At each point there is a particular stress axes orientation for which all shear stress components are zero, the directions of which are referred to as the “principal stress directions.” The stresses acting along the principal stress axes are called principal stresses. The magnitudes of the principal stresses are S1, S2, and S3, corresponding to the greatest principal stress, the intermediate principal stress, and the least principal stress, respectively. Coordinate transformations between the principal stress tensor and any other arbitrarily oriented stress tensor are accomplished through tensor rotations.
It has been found in most parts of the world, at depths within reach of the drill bit, that the stress acting vertically on a horizontal plane (defined as the vertical stress, Sv) is a principal stress. This requires that the other two principal stresses act in a horizontal direction. Because these horizontal stresses almost always have different magnitudes, they are referred to as the greatest horizontal stress, SHmax, and the least horizontal stress, SHmin (Fig. 1.b).
The processes that contribute to the in-situ stress field primarily include plate tectonic driving forces and gravitational loading (see Table 1). Plate driving forces cause the motions of the lithospheric plates that form the crust of the Earth. Gravitational loading forces include topographic loads and loads owing to lateral density contrasts and lithospheric buoyancy. These are modified by the locally-acting effects of processes such as volcanism, earthquakes (fault slip), and salt diapirism. Human activities such as mining and fluid extraction or injection can also cause local stress changes. Because the largest components of the stress field (gravitational loading and plate driving stresses) act over large areas, stress orientations and magnitudes in the crust are remarkably uniform (Fig. 2). However, local perturbations, both natural and manmade, are important to consider for application of geomechanical analyses to drilling and reservoir engineering (Fig. 3).
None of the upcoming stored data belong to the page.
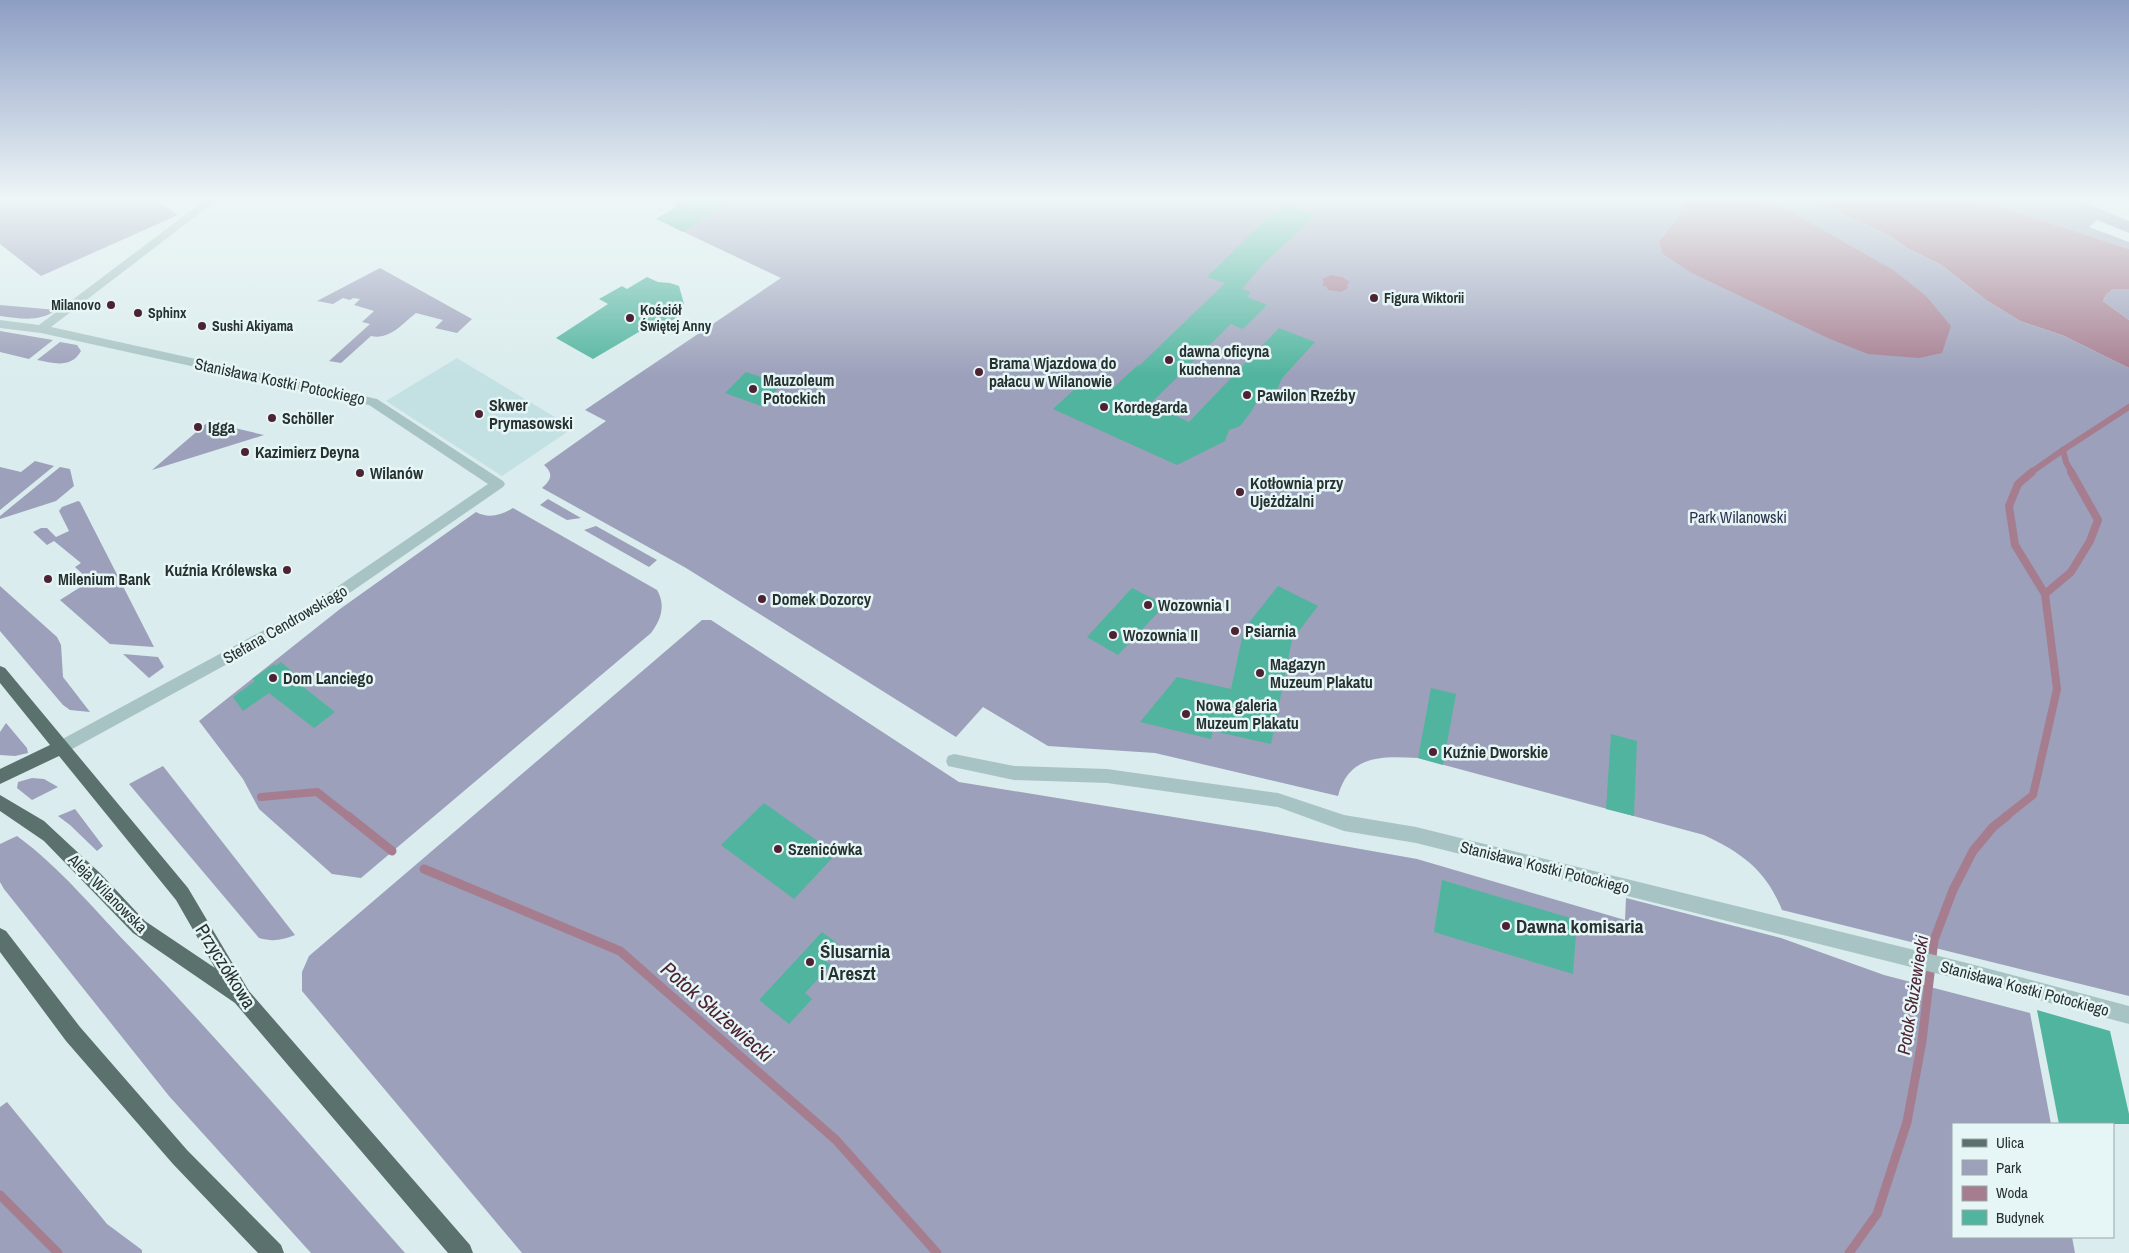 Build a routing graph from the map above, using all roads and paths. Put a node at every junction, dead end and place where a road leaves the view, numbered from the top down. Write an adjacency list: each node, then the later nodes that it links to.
1 (134, 258): 3 (street)
2 (0, 324): 3 (street, Stanisława Kostki Potockiego)
3 (41, 329): 4 (street, Stanisława Kostki Potockiego)
4 (498, 484): 6 (street, Stefana Cendrowskiego)
5 (0, 672): 6 (main road, Przyczółkowa)
6 (63, 747): 8 (main road); 11 (main road, Przyczółkowa)
7 (954, 760): 12 (street, Stanisława Kostki Potockiego)
8 (0, 777)
9 (0, 802): 11 (main road, Aleja Wilanowska)
10 (0, 937): 13 (main road)
11 (242, 998): 14 (main road, Przyczółkowa)
12 (2129, 1015)
13 (273, 1253)
14 (462, 1253)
Fig. 2—World stress map showing orientations of the greatest horizontal stress, SHmax, where it has been measured using wellbore breakouts or inferred from earthquakes. Also shown are the boundaries of the major tectonic plates. Colors of the symbols indicate the relative stress magnitudes (light gray, normal; gray, strike-slip; black, reverse or unknown). This figure was produced using software and data available from the World Stress Map Project website.
Fig. 3—Orientation of maximum horizontal stress within the San Joaquin basin of south-central California derived from breakouts. Although within individual fields stress orientation is quite uniform, it varies systematically across the region (modified after Castillo and Zoback).
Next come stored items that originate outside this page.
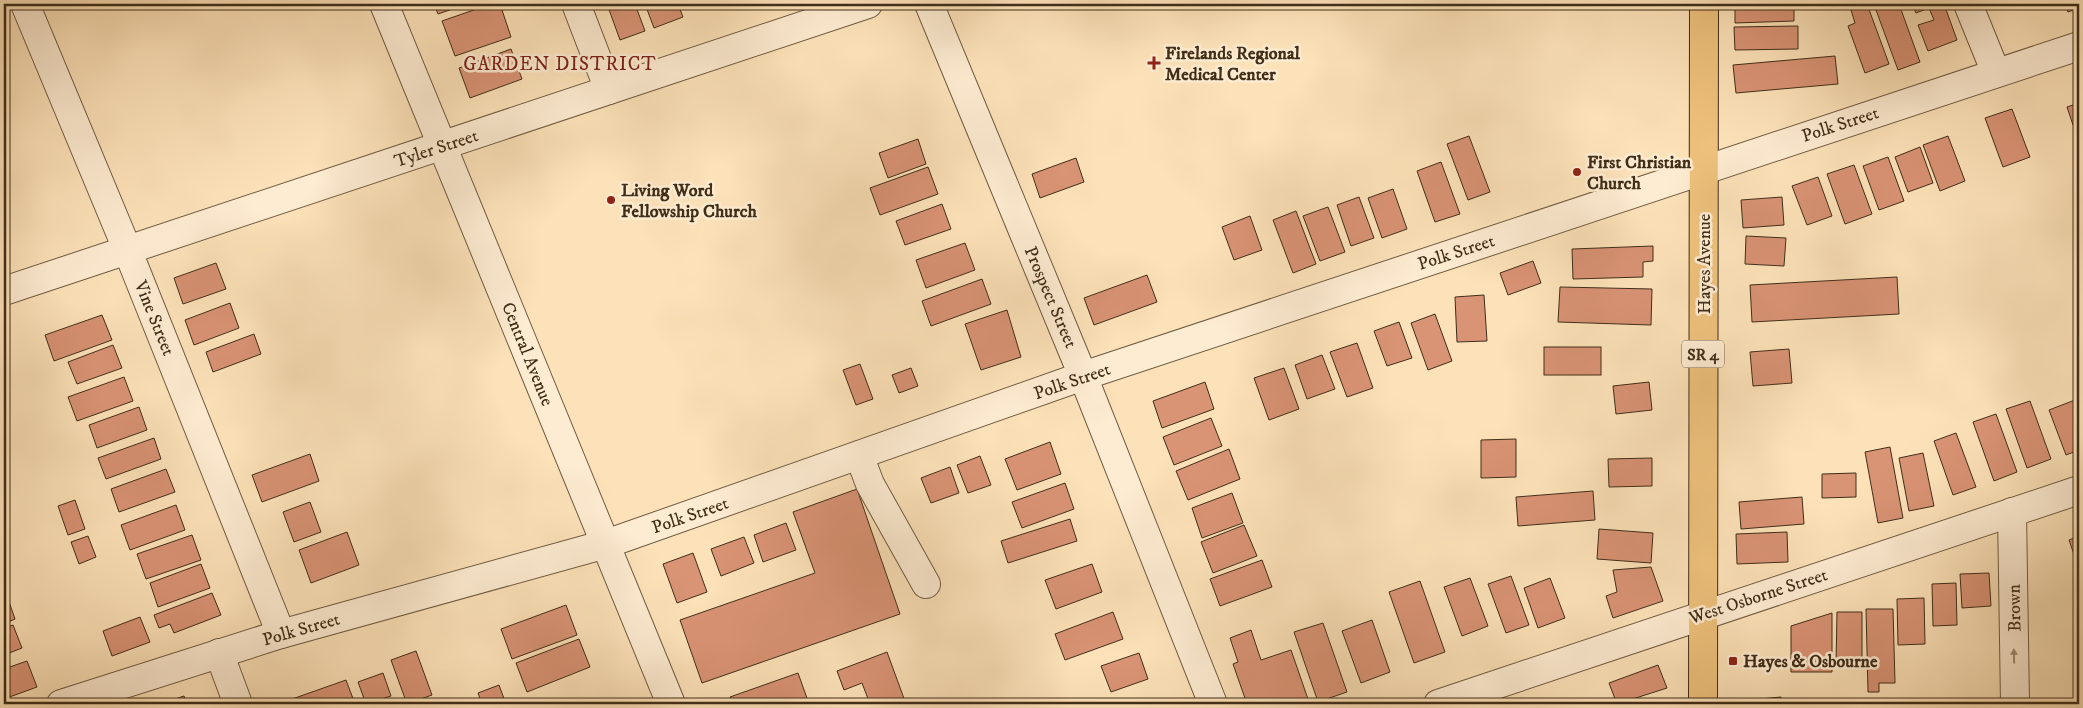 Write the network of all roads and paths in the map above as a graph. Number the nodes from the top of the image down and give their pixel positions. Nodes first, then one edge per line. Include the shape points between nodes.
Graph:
1 (24, 4) edge
2 (384, 4) edge
3 (576, 4) edge
4 (868, 4) edge
5 (929, 4) edge
6 (1704, 4) edge
7 (1968, 4) edge
8 (2079, 46) edge
9 (1996, 73) junction
10 (609, 90) junction
11 (442, 146) junction
12 (1704, 169) junction
13 (127, 249) junction
14 (4, 291) edge
15 (1084, 376) junction
16 (859, 455) junction
17 (2079, 490) edge
18 (2012, 512) junction
19 (606, 544) junction
20 (926, 584) dead end
21 (1703, 615) junction
22 (281, 634) junction
23 (220, 653) junction
24 (61, 704) edge
25 (238, 704) edge
26 (671, 704) edge
27 (1213, 704) edge
28 (1438, 704) edge
29 (1703, 704) edge
30 (2015, 704) edge

1 - 13 street, Vine Street
2 - 11 street, Central Avenue
3 - 10 street
4 - 10 street, Tyler Street
5 - 15 street, Prospect Street
6 - 12 main road, Hayes Avenue / SR 4
7 - 9 street
8 - 9 street, Polk Street
9 - 12 street, Polk Street
10 - 11 street, Tyler Street
11 - 13 street, Tyler Street
11 - 19 street, Central Avenue
12 - 15 street, Polk Street
12 - 21 main road, Hayes Avenue / SR 4
13 - 14 street, Tyler Street
13 - 22 street, Vine Street
15 - 16 street, Polk Street
15 - 27 street, Prospect Street
16 - 19 street, Polk Street
16 - 20 street via 870,484
17 - 18 street, West Osborne Street
18 - 21 street, West Osborne Street
30 -> 18 street, Brown
19 - 22 street, Polk Street
19 - 26 street, Central Avenue
21 - 28 street, West Osborne Street
21 - 29 main road, Hayes Avenue / SR 4
22 - 23 street, Polk Street
23 - 24 street, Polk Street
23 - 25 street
Relative magnitudes of the principal stresses in the earth
The vertical stress can be the greatest, the intermediate, or the least principal stress. In 1924, Anderson developed a classification scheme to describe these three possibilities, based on the type of faulting that would occur in each case (Table 2 and Fig. 4). A normal faulting regime is one in which the vertical stress is the greatest stress. When the vertical stress is the intermediate stress, a strike-slip regime is indicated. If the vertical stress is the least stress the regime is defined to be reverse. The horizontal stresses at a given depth will be smallest in a normal faulting regime, larger in a strike-slip regime, and greatest in a reverse faulting regime. In general, vertical wells will be progressively less stable as the regime changes from normal to strike-slip to reverse, and consequently will require higher mud weights to drill.
Fig. 4—Diagram illustrating the three faulting states based on Andersonian faulting theory (courtesy GeoMechanics Intl. Inc.).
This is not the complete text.